YOUR OBJECTIVE
Below are some records. Return exactly the lines from the one with "index dip: (291, 100)" to the one with "pinky dip: (642, 302)", and nothing else.

Excerpts from a dataset:

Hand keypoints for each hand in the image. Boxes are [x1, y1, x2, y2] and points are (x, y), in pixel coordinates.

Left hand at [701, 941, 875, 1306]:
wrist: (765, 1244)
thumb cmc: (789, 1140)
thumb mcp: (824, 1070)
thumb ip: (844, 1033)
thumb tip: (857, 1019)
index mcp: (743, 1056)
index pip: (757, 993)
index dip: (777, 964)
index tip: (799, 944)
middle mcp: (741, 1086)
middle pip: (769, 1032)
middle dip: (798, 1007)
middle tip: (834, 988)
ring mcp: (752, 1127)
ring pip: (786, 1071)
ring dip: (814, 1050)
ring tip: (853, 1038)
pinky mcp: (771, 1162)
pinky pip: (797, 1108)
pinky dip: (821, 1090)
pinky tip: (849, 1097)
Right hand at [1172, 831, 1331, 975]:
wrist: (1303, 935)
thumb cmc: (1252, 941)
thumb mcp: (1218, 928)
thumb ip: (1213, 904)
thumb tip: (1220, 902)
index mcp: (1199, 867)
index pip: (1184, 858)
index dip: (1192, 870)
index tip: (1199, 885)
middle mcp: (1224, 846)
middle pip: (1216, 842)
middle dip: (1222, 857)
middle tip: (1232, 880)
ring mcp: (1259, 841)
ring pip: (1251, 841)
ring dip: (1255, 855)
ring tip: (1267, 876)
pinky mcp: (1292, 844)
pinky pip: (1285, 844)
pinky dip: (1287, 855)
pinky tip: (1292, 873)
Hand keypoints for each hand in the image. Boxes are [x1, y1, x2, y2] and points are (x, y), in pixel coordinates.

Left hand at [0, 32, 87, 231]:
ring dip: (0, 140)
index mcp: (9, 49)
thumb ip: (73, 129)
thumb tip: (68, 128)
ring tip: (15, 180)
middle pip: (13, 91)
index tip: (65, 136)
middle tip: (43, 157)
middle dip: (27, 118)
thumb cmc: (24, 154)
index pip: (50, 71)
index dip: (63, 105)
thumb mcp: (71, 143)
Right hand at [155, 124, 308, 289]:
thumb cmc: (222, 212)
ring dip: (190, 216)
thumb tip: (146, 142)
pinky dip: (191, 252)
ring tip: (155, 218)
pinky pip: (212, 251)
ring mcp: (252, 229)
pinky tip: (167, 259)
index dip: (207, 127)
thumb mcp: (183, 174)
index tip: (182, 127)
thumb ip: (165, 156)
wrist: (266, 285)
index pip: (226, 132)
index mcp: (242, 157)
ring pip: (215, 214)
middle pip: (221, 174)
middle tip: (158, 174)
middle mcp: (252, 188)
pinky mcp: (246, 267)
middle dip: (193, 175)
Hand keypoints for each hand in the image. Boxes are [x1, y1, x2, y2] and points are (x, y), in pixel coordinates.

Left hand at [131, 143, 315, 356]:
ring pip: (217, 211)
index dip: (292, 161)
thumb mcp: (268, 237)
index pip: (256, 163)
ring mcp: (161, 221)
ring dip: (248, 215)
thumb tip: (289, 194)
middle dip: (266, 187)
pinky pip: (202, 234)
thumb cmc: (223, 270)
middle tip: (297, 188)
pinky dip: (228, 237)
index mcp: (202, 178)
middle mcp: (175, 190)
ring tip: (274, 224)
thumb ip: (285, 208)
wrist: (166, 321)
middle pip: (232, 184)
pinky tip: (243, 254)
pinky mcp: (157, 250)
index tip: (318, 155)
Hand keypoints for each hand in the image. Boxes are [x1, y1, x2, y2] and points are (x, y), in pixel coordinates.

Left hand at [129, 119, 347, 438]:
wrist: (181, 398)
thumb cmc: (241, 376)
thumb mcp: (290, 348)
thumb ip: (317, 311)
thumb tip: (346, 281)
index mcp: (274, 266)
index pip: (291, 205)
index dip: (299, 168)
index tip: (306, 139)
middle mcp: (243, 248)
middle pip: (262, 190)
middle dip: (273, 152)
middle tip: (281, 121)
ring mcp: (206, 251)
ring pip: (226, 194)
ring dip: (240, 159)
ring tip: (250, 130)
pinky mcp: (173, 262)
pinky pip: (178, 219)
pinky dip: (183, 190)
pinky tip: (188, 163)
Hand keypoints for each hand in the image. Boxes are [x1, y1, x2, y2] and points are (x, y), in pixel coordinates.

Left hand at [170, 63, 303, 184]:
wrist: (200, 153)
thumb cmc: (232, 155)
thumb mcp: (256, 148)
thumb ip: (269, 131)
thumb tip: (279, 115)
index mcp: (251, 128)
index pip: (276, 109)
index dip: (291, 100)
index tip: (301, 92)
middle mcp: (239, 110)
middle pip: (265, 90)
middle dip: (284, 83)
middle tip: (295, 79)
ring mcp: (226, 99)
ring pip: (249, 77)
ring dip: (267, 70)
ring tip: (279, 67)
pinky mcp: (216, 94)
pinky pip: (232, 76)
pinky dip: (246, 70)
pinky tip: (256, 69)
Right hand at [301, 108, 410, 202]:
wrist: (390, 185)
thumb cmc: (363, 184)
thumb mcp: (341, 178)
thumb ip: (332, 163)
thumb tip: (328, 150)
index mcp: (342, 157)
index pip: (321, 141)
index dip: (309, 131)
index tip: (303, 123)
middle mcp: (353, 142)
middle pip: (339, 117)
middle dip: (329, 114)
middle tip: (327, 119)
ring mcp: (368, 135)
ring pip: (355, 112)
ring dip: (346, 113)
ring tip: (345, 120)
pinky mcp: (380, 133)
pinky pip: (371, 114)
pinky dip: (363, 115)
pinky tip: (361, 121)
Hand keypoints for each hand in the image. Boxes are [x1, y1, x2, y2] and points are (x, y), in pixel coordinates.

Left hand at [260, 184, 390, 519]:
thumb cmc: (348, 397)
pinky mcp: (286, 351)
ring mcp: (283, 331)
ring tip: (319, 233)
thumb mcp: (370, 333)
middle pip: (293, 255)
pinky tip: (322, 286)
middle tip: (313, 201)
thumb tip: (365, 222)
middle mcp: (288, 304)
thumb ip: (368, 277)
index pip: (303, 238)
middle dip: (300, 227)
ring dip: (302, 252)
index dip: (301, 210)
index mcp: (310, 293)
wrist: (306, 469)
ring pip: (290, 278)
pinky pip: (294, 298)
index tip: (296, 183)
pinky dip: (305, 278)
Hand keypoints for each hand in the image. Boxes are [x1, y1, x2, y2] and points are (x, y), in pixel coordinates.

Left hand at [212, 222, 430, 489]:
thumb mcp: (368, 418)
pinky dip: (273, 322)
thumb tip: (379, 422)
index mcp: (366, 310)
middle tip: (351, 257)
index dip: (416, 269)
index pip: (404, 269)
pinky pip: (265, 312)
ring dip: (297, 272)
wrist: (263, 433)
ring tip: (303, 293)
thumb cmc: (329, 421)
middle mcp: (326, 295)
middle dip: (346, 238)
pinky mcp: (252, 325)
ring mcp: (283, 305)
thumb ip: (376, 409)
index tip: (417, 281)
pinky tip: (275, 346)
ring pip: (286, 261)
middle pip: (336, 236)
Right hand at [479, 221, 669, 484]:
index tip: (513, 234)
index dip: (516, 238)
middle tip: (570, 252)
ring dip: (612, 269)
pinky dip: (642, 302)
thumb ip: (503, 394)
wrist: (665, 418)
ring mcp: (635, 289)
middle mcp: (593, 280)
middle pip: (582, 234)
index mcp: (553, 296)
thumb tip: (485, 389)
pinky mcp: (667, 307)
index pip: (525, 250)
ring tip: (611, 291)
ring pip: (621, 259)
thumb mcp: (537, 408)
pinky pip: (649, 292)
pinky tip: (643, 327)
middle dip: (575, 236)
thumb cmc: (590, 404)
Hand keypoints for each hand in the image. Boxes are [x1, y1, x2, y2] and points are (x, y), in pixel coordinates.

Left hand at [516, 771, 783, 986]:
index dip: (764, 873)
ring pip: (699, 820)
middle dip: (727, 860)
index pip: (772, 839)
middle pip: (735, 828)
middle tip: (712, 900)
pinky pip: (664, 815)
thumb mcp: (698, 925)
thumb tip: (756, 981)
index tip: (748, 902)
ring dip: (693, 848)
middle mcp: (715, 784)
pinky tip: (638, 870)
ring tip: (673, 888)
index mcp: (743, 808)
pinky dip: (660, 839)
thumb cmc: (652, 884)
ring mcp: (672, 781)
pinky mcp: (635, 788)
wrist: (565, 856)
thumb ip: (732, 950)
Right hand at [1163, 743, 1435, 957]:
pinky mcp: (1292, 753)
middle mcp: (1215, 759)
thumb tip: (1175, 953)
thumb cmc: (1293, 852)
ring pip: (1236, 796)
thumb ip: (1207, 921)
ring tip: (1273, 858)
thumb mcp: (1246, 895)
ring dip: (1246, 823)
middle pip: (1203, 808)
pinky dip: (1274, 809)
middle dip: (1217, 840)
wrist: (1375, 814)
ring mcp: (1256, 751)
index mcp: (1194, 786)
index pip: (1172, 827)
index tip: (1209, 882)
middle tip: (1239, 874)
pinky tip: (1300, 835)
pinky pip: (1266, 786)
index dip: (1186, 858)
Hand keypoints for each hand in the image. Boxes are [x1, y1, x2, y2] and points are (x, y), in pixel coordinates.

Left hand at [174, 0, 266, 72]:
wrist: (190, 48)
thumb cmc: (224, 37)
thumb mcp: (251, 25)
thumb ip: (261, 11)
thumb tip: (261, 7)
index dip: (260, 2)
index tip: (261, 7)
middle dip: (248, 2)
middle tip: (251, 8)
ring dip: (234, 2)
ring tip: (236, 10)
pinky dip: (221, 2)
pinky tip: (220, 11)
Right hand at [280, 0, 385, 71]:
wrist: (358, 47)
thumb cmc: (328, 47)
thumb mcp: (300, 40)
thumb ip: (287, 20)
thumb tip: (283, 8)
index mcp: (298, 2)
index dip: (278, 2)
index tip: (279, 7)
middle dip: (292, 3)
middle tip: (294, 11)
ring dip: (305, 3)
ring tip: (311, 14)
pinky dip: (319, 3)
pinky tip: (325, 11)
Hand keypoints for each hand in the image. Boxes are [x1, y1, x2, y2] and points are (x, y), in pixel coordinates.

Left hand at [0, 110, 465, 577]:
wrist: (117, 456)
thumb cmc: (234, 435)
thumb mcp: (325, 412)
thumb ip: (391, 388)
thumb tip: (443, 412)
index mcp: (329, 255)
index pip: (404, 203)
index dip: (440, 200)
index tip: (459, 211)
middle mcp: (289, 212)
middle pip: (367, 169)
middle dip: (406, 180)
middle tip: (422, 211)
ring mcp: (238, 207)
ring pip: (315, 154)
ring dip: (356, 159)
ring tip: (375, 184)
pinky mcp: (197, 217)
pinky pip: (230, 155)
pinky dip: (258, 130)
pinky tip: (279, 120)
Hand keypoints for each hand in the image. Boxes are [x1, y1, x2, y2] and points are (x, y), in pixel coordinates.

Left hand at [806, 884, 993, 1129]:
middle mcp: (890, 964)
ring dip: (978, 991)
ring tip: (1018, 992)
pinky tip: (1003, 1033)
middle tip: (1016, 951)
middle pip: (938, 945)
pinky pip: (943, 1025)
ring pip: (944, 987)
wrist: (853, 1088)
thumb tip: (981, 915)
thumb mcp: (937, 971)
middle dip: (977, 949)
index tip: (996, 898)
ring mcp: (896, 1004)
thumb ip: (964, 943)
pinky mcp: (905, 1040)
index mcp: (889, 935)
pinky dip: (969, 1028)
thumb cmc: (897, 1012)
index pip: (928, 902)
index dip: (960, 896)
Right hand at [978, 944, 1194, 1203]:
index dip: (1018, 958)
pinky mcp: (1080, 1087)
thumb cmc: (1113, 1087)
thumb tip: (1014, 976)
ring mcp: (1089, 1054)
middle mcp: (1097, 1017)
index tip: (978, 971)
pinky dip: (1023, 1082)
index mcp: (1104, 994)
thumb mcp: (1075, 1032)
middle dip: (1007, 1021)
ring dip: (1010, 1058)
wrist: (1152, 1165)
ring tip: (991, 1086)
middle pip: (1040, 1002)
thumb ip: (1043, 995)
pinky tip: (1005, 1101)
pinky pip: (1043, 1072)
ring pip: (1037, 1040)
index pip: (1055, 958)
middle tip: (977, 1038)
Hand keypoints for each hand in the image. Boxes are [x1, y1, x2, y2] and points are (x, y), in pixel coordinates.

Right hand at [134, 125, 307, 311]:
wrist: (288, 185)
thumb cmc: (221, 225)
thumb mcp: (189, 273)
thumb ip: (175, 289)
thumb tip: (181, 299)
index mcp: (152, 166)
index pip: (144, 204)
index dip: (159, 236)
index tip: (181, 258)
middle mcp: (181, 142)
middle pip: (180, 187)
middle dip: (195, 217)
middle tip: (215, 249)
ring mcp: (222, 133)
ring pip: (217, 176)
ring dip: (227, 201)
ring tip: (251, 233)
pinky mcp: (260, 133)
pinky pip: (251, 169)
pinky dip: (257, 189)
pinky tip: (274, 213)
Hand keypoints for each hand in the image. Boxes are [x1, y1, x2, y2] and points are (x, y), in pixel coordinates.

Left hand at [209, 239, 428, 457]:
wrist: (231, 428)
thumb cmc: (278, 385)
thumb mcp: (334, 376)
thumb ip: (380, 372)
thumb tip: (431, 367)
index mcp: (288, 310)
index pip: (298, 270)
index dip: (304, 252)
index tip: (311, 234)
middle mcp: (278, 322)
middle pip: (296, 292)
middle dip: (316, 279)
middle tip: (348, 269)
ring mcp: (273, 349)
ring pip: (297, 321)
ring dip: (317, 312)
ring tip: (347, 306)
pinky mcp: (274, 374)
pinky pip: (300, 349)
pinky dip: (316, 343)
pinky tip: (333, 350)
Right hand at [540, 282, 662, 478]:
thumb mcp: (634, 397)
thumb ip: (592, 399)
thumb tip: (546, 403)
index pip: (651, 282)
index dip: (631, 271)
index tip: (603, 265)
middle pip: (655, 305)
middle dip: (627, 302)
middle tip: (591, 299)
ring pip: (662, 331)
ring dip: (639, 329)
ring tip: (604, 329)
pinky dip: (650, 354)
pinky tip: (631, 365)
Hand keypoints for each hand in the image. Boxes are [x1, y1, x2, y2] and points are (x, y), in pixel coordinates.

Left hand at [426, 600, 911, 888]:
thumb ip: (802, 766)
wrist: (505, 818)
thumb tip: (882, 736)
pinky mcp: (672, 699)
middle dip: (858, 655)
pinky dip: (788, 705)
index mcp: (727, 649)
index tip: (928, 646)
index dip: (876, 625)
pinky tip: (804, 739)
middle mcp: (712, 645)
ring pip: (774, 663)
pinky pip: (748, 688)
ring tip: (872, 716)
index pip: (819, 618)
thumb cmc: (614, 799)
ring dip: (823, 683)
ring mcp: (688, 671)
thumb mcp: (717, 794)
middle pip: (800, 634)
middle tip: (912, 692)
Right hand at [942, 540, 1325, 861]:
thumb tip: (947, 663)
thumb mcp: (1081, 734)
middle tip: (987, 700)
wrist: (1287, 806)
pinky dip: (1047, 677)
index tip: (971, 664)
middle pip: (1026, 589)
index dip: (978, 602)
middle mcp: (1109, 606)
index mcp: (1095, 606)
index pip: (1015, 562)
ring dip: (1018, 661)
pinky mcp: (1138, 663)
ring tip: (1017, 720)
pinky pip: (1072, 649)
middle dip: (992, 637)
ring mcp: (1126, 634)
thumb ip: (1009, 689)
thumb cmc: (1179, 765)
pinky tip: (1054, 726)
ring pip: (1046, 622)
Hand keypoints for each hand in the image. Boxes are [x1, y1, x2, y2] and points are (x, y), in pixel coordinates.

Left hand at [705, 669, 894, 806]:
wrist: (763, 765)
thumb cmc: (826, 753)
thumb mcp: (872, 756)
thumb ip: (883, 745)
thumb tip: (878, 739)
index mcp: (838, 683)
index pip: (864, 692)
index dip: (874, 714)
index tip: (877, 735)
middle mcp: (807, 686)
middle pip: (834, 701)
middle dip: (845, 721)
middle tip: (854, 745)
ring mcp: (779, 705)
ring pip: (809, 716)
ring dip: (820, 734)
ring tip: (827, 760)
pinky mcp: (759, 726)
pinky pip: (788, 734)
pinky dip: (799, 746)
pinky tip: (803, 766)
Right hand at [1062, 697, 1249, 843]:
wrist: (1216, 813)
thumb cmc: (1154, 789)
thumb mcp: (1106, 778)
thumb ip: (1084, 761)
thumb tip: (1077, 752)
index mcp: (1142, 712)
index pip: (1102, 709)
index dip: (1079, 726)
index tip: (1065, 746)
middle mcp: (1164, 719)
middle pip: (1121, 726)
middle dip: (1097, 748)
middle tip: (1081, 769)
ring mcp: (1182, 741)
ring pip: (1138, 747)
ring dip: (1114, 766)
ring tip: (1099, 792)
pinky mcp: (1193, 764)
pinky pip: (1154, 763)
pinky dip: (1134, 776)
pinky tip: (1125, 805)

REPLY
index dip: (291, 100)
index tip: (301, 92)
middle mcp: (239, 110)
middle pip: (265, 90)
middle dip: (284, 83)
middle tip: (295, 79)
ring mcp: (226, 99)
ring pip: (249, 77)
ring dip: (267, 70)
ring tip: (279, 67)
pinky mcp: (216, 94)
pinky pip: (232, 76)
pinky dip: (246, 70)
pinky tip: (256, 69)
Right hand at [301, 108, 410, 202]:
wrist: (390, 185)
thumb cmc: (363, 184)
thumb mcp: (341, 178)
thumb ip: (332, 163)
thumb tip: (328, 150)
index mcp: (342, 157)
index pip: (321, 141)
index dip: (309, 131)
index tip: (303, 123)
middle mcp: (353, 142)
middle pip: (339, 117)
middle dip: (329, 114)
middle tip: (327, 119)
ring mcp: (368, 135)
ring pip: (355, 112)
ring dip: (346, 113)
ring tip: (345, 120)
pinky mcp: (380, 133)
pinky pip: (371, 114)
pinky dip: (363, 115)
pinky tip: (361, 121)
Hand keypoints for each hand in the image. Boxes are [x1, y1, x2, y2] and points are (x, y), in pixel coordinates.

Left hand at [260, 184, 390, 519]:
thumb cmc: (348, 397)
pinky mcp: (286, 351)
ring mcp: (283, 331)
ring tip: (319, 233)
thumb mcp: (370, 333)
middle pip: (293, 255)
pinky tip: (322, 286)
middle tip: (313, 201)
thumb tip: (365, 222)
middle mcp: (288, 304)
thumb ip: (368, 277)
index pip: (303, 238)
middle dip: (300, 227)
ring dip: (302, 252)
index dip: (301, 210)
index mcp: (310, 293)
wrist: (306, 469)
ring pip: (290, 278)
pinky pip: (294, 298)
index tip: (296, 183)
pinky dip: (305, 278)
Hand keypoints for each hand in the image. Boxes are [x1, y1, x2, y2] and points are (x, y), in pixel coordinates.

Left hand at [212, 222, 430, 489]:
thumb mcp: (368, 418)
pinky dip: (273, 322)
thumb tip: (379, 422)
index mcp: (366, 310)
middle tip: (351, 257)
index dip: (416, 269)
index pip: (404, 269)
pinky pip: (265, 312)
ring dip: (297, 272)
wrist: (263, 433)
ring tip: (303, 293)
thumb cmc: (329, 421)
middle mcp: (326, 295)
middle dip: (346, 238)
pinky mcp: (252, 325)
ring mcp: (283, 305)
thumb ip: (376, 409)
index tip: (417, 281)
pinky tip: (275, 346)
ring pip: (286, 261)
middle pip: (336, 236)
Right hand at [479, 221, 669, 484]:
index tip: (513, 234)
index dip: (516, 238)
middle tip: (570, 252)
ring dip: (612, 269)
pinky dip: (642, 302)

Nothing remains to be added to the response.